A group of Bent Mountain residents sued the Roanoke County Board of Supervisors today for setting policies that would regulate wind farms.
One company and 26 residents, including activists Eldon Karr and Steven Hanes, want the court to overturn the county’s wind ordinance, according to documents filed by Roanoke attorney John Fishwick Jr. in Roanoke County Circuit Court.
The lawsuit calls the supervisors’ actions and parts of the ordinance “clearly unreasonable, arbitrary or capricious” and says they don’t take into account “public health, safety, morals or general welfare” of county residents.
The lawsuit also says a section of the ordinance violates the Constitution because it takes residents’ properties without compensation. That claim directly relates to one of the most controversial parts of the ordinance, a 1,000-foot minimum distance that turbines must stand from neighboring homes.
That distance is 1,600 feet less than what the county first proposed. The residents say the change in distance, on which supervisors decided Sept. 13, didn’t provide county residents notice with a public hearing. The board held a public hearing on the ordinance and the initial distance, of a half-mile, Aug. 23.
Also, the lawsuit claims the board’s actions go above the authority it has been given via the Dillon Rule, which limits local governments to powers delegated by the state.
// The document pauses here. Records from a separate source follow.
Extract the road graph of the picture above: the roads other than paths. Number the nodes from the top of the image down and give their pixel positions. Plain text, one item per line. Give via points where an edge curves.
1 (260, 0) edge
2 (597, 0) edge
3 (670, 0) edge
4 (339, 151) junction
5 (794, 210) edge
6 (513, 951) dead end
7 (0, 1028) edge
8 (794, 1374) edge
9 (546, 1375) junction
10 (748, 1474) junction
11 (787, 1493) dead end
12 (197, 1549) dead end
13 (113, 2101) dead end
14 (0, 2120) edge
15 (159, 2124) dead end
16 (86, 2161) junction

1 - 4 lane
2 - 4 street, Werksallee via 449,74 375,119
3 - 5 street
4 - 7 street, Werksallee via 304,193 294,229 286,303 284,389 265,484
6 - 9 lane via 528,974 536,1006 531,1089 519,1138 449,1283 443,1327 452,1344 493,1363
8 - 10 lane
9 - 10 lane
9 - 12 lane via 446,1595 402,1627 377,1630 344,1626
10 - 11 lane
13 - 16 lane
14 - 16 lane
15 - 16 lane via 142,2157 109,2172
The residents claim that the policy will affect them because they live in sight of Poor Mountain. That’s where a Chicago company has leased land and plans to build a wind farm.
The company, Invenergy, has not yet asked the county for permits for the structures and still must clear Federal Aviation Administration regulation before it can pursue the project.
“The ordinance giving the green light to wind turbine development in Roanoke County is unreasonable and arbitrary,” Fishwick wrote a statement. “We will ask the court to stop its enforcement and declare it invalid.”
The supervisors passed the ordinance in September, with an opposing vote only from Windsor Hills District Supervisor Ed Elswick, who represents and lives in the Bent Mountain area.
Elswick this week asked the board to reconsider one piece of the ordinance: the sound-level limit on turbines, of 60 decibels when heard from the nearest property lines. The board expects to discuss the limit at its next meeting, Oct. 25.